Third, the Hensgens factors favor amendment and remand. With respect to the first Hensgens factor, the Court finds that the purpose of amendment, which is not opposed by the current defendants, is not to defeat federal jurisdiction. In determining the plaintiff's purpose for amendment, courts will consider “(1) whether the plaintiff knew the identity of the non-diverse defendant when the state court petition was filed and (2) whether the plaintiff has stated a valid claim against the nondiverse defendant.” Casey v. B H Mgmt. Servs. Inc., No. 18-00947, 2021 WL 6077623, at *3 (W.D. La. Apr. 22, 2021) (citing cases). While Plaintiff was aware of the identities of the proposed defendants at the inception of the action given the crash report, he represents that he was not aware of the degree of Proulx's involvement in the multi-vehicle collision until after discovery was obtained “that calls into question the conclusions reached in the crash report.” (R. Doc. 21-1 at 2). There is no dispute that Plaintiff is seeking to raise a valid claim against the proposed defendants.
With respect to the second Hensgens factor, the Court concludes that Plaintiff promptly sought amendment when all information was presented to him. Plaintiff has represented to the Court that it was not until September 20, 2024 that he obtained information to determine that he had claims against the current defendants. (R. Doc. 21-1 at 2). Plaintiff filed the instant motion two weeks later on October 4, 2024. Furthermore, as discussed above, the Court finds good cause to extend the deadline to amend the pleadings to the filing of the instant motion. Accordingly, the instant amendment is not dilatory.

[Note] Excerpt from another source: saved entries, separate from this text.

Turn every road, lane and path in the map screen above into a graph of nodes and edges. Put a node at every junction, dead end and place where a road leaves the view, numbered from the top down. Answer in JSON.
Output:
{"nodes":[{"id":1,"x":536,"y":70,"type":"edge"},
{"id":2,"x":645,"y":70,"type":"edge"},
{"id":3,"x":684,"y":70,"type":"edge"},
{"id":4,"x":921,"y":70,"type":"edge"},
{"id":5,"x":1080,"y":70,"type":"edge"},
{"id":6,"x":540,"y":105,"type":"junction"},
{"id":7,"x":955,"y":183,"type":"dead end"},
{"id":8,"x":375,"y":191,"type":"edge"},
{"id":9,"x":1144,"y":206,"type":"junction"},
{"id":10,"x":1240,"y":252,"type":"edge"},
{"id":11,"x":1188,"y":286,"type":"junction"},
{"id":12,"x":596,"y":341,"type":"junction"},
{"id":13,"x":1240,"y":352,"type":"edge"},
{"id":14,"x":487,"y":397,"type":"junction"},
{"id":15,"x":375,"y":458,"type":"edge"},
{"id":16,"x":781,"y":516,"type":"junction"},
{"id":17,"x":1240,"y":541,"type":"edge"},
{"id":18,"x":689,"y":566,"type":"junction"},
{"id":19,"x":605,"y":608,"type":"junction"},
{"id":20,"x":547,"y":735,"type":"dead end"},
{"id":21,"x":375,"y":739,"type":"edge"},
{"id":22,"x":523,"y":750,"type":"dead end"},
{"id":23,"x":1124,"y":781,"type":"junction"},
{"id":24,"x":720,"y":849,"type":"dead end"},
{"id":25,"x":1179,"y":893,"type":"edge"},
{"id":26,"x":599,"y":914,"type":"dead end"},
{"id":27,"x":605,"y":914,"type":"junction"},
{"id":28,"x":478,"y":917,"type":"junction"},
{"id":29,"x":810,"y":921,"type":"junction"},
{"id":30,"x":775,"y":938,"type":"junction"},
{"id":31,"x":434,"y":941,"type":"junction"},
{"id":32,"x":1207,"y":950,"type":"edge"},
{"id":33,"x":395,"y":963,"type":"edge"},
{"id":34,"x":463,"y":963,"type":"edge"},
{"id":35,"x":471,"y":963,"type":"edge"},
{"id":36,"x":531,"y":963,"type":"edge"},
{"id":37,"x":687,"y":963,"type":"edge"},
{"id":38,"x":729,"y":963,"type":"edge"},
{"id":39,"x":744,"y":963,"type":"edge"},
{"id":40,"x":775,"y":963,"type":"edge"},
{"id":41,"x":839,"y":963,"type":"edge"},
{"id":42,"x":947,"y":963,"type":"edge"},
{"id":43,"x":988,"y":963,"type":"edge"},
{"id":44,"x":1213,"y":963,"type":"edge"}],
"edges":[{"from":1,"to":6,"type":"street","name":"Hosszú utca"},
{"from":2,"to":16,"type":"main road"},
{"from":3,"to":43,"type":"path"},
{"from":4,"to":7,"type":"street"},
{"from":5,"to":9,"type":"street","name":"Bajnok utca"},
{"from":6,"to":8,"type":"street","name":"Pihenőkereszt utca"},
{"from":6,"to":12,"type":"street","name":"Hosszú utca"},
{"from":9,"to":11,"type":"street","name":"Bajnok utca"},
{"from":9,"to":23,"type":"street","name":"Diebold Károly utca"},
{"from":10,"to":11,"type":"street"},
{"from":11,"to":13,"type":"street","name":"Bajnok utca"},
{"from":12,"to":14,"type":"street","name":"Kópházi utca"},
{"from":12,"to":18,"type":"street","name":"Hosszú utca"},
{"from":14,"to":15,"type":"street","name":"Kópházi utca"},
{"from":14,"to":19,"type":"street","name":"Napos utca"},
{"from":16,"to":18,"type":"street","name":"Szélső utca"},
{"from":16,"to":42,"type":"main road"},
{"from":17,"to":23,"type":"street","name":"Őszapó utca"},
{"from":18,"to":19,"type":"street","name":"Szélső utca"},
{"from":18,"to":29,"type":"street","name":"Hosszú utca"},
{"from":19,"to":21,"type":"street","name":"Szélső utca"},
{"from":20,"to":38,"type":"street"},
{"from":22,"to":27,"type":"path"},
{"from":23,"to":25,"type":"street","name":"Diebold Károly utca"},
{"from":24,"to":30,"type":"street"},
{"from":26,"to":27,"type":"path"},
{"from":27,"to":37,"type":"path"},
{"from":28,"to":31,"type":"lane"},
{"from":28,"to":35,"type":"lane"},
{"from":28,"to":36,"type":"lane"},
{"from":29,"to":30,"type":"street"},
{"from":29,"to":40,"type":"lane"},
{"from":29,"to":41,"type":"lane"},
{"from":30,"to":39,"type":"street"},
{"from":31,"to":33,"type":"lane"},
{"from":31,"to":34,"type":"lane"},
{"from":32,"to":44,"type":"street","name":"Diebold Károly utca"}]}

The remaining Hensgens factors also favor amendment and remand. In determining whether the plaintiff would be prejudiced by denying leave to amend, the Court considers “whether the already named diverse defendant would be unable to satisfy a future judgment and whether the plaintiff could recover against the proposed nondiverse defendant.” Cooper v. Toyota Motor Sales, U.S.A., Inc., No. 18-1033, 2019 WL 13234722, at *4 (M.D. La. July 16, 2019) (citations omitted). Additionally, “considerations of cost, judicial efficiency and possible inconsistency of results militate in favor of not requiring plaintiff[s] to prosecute two separate claims in two forums when both arise from the same set of facts and circumstances.” Joseph v. Fluor Corp., 513 F.Supp.2d 664, 670 (E.D. La. 2007) (quotation omitted). There is no dispute that the addition of the proposed defendants would result in efficient resolution of this matter in one proceeding and avoid inconsistent judgments. It would be inequitable to force Plaintiff to proceed with multiple actions on the same set of facts when the proposed defendants can be appropriately joined in this action.
III. Conclusion
For the foregoing reasons, IT IS RECOMMENDED that Plaintiff's Unopposed Motion for Leave to File First Amended Complaint and to Remand to State Court (R. Doc. 21) be GRANTED, and that this action be REMANDED to the 18th Judicial District Court, Iberville Parish, Louisiana.